WHAT IS NEEDED: From the listing below, copy every line with the word "Digitize".

DATASET CONTENT:
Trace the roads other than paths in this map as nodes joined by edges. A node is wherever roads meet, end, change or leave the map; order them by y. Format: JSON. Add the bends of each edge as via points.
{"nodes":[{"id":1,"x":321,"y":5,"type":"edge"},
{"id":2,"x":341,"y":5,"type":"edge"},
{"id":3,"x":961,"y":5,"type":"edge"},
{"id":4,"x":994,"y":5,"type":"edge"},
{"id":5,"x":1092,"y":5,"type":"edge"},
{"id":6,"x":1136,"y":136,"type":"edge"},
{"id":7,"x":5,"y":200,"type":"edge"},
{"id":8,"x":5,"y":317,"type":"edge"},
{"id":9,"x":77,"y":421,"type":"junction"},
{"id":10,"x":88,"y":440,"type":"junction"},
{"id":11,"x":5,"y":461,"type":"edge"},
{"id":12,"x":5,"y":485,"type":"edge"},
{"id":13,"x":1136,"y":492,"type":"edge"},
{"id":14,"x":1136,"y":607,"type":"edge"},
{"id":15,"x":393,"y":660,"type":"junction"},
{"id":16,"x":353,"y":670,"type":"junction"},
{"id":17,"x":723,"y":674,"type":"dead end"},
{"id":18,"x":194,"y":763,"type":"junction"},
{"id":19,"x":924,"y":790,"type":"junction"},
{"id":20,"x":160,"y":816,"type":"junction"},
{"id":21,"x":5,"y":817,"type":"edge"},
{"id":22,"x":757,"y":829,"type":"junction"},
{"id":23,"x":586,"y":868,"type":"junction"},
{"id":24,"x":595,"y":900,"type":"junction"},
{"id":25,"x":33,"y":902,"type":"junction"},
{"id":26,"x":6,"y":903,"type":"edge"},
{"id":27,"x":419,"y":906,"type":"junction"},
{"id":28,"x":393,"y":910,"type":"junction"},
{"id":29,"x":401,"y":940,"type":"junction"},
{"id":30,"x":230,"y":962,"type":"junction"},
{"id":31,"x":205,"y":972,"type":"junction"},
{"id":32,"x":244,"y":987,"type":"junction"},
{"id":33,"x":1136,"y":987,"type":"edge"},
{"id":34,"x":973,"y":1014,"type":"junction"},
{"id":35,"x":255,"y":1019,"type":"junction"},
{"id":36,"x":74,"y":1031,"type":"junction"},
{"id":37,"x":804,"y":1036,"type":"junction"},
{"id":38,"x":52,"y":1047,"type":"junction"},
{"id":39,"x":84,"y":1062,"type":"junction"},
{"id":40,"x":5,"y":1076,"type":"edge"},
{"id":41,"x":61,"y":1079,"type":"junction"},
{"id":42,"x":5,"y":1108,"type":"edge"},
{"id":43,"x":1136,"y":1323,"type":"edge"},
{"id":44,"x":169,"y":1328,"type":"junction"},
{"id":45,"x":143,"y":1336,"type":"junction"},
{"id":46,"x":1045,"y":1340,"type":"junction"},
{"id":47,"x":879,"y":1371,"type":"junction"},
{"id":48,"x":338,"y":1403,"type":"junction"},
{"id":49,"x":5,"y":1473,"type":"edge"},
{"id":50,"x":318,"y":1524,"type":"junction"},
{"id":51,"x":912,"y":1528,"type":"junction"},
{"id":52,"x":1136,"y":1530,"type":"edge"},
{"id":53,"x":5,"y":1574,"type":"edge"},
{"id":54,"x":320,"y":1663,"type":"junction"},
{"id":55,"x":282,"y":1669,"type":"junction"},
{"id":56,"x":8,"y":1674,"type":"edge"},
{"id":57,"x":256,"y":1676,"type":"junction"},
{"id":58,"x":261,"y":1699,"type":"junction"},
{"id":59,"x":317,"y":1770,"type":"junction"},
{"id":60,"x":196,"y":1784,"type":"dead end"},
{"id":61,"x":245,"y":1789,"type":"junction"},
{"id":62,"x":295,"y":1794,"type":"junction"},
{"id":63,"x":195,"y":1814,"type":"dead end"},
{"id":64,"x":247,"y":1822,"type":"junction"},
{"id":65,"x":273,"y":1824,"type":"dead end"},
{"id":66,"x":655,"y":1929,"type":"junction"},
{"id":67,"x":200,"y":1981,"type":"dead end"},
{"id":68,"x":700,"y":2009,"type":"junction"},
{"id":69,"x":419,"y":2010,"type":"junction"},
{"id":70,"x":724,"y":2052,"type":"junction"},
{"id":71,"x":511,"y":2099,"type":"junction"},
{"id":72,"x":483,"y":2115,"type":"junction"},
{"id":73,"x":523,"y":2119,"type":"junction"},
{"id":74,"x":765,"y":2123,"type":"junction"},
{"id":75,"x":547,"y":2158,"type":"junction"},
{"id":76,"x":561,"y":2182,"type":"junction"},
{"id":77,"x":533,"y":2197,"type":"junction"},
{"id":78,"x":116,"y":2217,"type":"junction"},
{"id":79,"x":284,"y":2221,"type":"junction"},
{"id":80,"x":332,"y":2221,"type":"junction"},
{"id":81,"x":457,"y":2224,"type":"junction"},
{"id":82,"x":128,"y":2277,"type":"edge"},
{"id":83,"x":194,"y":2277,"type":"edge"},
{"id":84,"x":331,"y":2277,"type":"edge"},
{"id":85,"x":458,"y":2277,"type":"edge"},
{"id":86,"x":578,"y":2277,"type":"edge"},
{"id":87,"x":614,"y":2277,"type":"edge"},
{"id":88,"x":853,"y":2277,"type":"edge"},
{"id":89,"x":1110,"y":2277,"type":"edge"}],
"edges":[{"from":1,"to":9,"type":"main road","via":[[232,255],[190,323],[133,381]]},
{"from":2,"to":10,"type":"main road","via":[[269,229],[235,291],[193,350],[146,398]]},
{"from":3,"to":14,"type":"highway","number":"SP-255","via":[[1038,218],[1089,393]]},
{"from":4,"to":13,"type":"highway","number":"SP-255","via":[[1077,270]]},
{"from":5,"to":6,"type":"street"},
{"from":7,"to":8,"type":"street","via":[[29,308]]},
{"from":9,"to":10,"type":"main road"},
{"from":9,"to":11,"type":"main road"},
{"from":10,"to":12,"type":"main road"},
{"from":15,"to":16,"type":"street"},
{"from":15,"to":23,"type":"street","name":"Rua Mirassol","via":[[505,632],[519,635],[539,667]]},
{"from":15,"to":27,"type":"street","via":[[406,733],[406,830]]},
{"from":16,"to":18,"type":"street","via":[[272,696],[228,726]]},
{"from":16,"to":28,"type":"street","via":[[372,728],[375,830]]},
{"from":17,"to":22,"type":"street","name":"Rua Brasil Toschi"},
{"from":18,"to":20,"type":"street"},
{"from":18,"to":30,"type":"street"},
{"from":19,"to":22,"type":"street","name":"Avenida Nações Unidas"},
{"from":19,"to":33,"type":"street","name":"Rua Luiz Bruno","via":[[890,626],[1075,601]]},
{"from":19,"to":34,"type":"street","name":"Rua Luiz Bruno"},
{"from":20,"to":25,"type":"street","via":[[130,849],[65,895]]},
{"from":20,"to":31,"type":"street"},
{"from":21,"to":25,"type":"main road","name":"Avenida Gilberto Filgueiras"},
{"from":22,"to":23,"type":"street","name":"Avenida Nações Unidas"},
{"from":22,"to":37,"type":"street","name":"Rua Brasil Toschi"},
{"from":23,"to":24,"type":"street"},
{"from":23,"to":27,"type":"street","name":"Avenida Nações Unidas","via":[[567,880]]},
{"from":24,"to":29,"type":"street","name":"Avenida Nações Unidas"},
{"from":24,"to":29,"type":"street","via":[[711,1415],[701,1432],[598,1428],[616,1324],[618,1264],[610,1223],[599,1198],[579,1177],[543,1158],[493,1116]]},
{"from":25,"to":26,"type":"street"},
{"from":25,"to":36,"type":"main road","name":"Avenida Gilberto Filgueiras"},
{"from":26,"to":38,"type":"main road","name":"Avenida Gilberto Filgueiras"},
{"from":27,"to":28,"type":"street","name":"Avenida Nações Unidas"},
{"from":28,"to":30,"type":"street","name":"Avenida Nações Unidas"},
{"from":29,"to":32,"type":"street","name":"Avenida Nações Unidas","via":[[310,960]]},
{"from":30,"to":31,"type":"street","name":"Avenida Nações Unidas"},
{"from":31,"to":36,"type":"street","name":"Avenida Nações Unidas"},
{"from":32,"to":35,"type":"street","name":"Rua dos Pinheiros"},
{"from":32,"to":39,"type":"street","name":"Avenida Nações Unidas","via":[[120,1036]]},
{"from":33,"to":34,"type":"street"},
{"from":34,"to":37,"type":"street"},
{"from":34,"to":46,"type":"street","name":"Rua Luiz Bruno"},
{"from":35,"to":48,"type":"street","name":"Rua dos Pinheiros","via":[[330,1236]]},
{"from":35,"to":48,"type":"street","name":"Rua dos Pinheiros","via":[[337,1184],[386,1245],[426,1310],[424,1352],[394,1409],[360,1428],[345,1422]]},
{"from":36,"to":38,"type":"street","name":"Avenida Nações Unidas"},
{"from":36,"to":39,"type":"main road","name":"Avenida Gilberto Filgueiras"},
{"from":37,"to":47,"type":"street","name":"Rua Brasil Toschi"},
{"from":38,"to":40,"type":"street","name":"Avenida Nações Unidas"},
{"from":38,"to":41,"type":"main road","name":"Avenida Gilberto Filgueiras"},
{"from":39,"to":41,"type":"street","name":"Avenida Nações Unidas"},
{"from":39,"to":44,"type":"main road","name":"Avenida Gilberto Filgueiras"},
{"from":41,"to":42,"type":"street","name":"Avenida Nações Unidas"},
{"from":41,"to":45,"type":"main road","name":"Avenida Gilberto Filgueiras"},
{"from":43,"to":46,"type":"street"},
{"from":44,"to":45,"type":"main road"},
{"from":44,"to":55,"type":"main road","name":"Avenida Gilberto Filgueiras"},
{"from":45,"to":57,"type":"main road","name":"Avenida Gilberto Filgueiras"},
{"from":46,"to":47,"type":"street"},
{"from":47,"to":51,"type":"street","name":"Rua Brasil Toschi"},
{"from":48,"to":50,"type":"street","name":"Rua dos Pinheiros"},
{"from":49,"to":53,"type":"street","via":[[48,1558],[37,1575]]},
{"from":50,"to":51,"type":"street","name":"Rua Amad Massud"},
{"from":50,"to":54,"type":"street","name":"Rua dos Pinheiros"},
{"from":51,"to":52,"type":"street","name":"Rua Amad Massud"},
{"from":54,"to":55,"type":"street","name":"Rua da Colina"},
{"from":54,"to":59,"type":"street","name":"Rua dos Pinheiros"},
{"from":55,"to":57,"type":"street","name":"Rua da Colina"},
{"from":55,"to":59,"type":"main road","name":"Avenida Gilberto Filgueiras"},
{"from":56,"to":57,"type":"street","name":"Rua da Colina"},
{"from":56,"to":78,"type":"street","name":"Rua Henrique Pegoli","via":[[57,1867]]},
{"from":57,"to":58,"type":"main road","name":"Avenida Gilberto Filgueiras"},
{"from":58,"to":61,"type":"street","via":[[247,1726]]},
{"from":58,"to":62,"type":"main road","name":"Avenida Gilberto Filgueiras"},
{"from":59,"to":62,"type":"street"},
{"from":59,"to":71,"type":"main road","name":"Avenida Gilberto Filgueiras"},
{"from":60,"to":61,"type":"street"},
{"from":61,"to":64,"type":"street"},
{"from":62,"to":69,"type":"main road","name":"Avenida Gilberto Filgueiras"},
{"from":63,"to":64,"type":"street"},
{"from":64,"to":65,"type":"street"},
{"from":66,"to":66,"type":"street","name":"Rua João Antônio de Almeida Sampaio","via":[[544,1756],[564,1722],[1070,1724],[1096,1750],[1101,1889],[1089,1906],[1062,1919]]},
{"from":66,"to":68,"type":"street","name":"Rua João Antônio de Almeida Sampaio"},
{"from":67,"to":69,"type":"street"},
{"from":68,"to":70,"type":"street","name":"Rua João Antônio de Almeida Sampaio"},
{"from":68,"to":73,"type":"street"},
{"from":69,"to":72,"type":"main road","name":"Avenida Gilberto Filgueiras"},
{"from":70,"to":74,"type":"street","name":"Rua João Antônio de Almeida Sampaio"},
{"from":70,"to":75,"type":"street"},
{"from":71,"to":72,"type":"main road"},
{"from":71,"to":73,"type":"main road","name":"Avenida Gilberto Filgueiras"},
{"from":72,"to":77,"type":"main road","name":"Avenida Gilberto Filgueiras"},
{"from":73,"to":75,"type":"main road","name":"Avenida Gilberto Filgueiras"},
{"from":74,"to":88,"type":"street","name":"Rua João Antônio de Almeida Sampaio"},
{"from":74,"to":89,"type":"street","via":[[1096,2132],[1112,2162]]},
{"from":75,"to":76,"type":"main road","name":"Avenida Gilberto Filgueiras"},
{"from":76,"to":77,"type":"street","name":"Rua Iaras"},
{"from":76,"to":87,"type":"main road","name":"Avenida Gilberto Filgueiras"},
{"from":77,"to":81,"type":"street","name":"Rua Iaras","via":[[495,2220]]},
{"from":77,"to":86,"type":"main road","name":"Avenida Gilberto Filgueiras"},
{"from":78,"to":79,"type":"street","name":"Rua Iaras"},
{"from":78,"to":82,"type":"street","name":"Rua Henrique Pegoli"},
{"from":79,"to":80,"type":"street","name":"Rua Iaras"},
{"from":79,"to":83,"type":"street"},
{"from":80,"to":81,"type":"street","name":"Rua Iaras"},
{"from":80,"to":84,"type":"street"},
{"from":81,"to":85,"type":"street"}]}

--

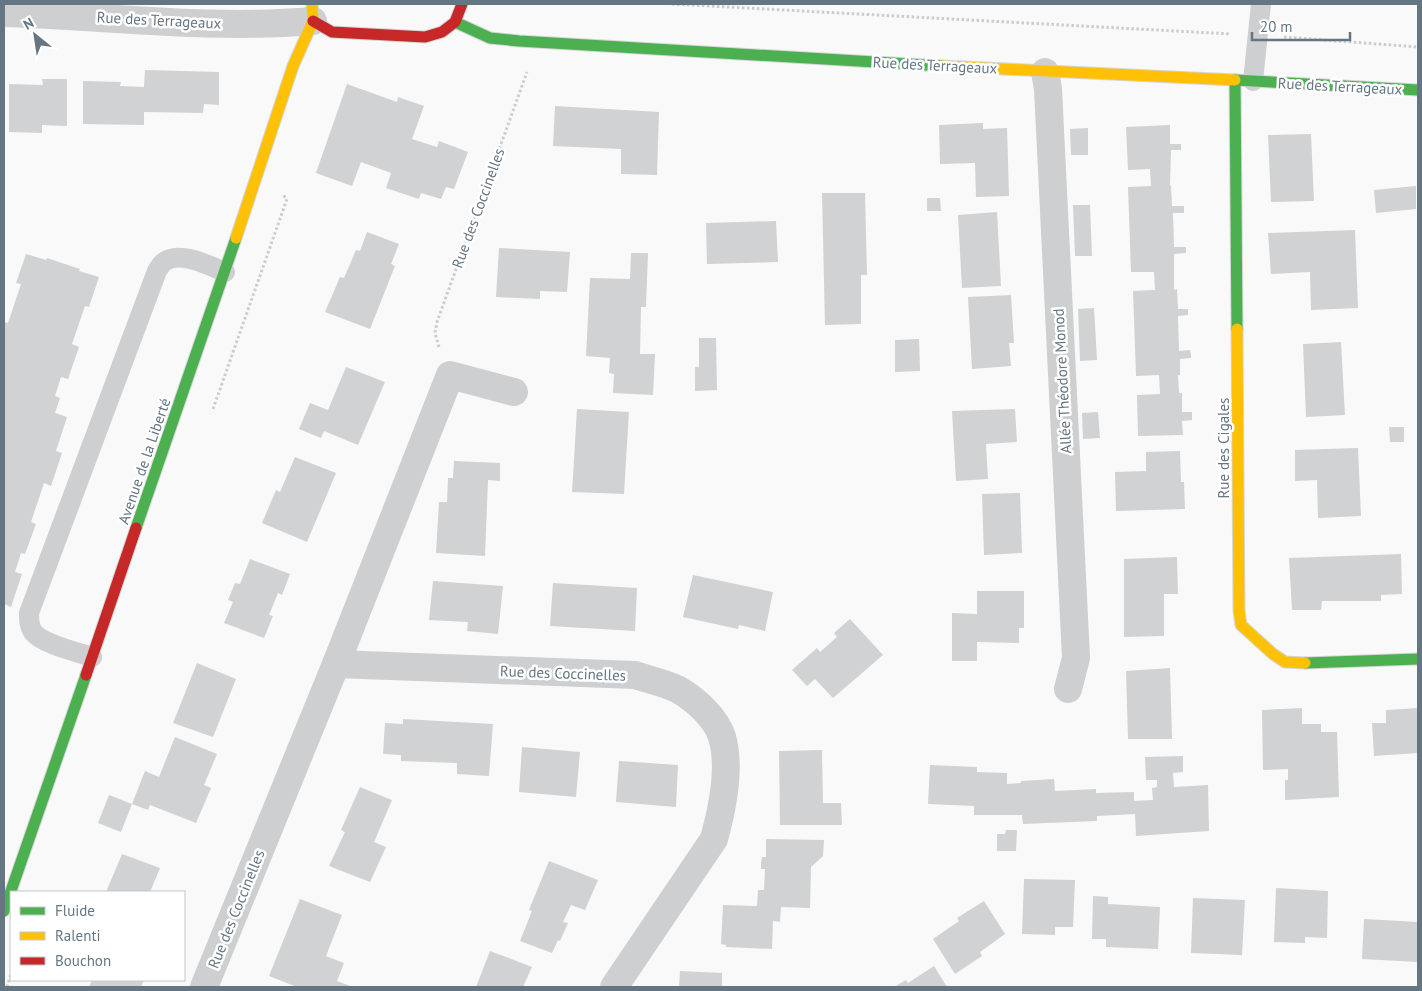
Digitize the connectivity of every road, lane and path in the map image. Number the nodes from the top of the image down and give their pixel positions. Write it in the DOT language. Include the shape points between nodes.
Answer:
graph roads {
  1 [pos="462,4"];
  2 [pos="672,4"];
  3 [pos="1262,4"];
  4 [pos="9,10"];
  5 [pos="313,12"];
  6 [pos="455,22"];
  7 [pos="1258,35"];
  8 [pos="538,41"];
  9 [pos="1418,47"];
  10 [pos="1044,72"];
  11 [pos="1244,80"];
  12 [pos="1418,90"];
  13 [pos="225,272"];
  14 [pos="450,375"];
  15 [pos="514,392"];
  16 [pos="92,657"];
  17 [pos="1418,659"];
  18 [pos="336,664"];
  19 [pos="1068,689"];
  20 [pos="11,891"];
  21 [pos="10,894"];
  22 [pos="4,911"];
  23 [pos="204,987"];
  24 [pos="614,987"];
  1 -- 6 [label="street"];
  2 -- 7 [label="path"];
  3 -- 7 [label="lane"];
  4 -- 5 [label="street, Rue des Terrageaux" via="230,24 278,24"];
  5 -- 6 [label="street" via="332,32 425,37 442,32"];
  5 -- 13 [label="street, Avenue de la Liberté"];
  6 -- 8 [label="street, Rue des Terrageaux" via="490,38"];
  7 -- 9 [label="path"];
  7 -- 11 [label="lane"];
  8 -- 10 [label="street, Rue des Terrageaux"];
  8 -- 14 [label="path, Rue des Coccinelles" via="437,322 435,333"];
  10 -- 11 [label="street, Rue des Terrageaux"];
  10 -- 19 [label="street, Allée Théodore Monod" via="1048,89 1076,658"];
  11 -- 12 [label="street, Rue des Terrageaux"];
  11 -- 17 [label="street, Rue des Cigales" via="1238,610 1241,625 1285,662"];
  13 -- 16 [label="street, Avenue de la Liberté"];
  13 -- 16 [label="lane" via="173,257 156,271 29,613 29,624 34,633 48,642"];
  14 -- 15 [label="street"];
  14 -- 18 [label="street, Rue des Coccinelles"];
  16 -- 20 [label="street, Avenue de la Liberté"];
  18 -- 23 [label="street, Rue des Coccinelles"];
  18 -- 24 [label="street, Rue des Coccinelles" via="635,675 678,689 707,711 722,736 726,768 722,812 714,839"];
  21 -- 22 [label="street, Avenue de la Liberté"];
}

...

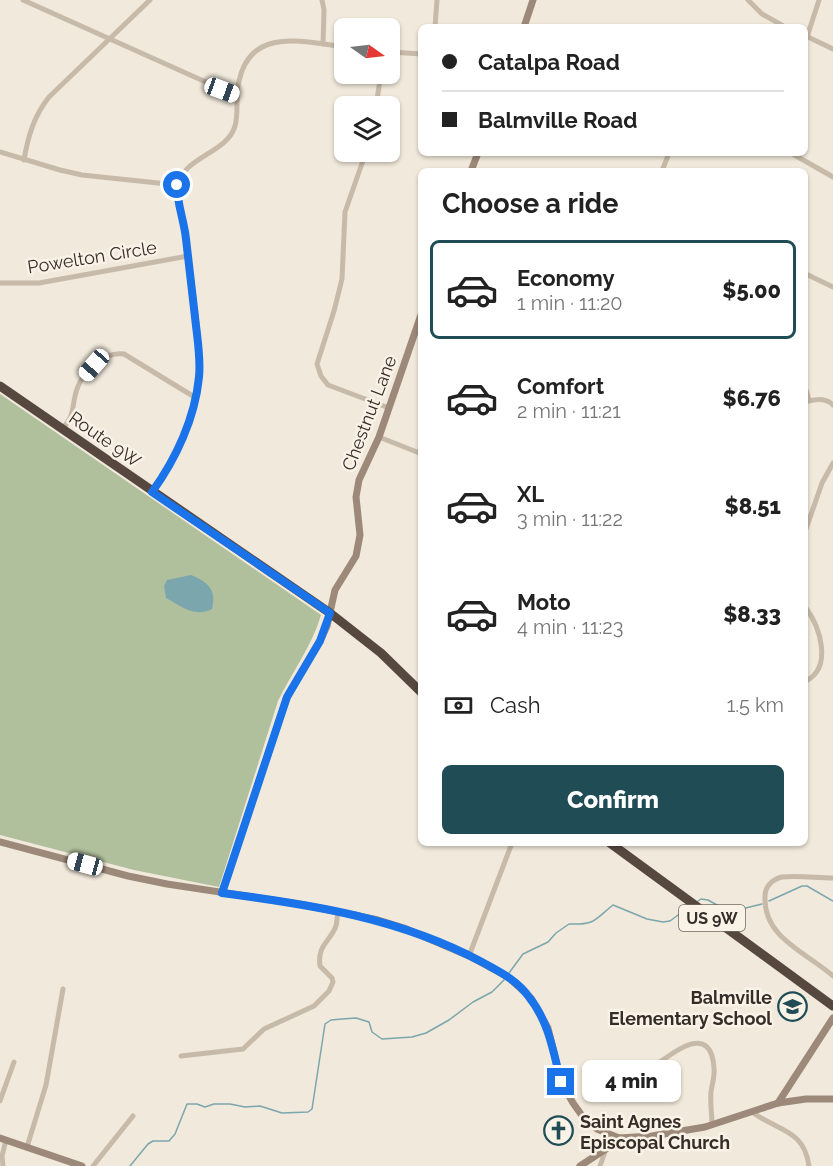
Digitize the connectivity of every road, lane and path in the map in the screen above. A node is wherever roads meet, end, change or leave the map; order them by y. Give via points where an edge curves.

EXERCISE ANSWER:
Digitize the connectivity of every road, lane and path in the map image. Number the nodes from the top of the image down and give their pixel positions. Write it in the DOT language. Include the shape points between nodes.
Digitize the connectivity of every road, lane and path in the map in the screen above. A node is wherever roads meet, end, change or leave the map; order them by y. Give via points where an edge curves.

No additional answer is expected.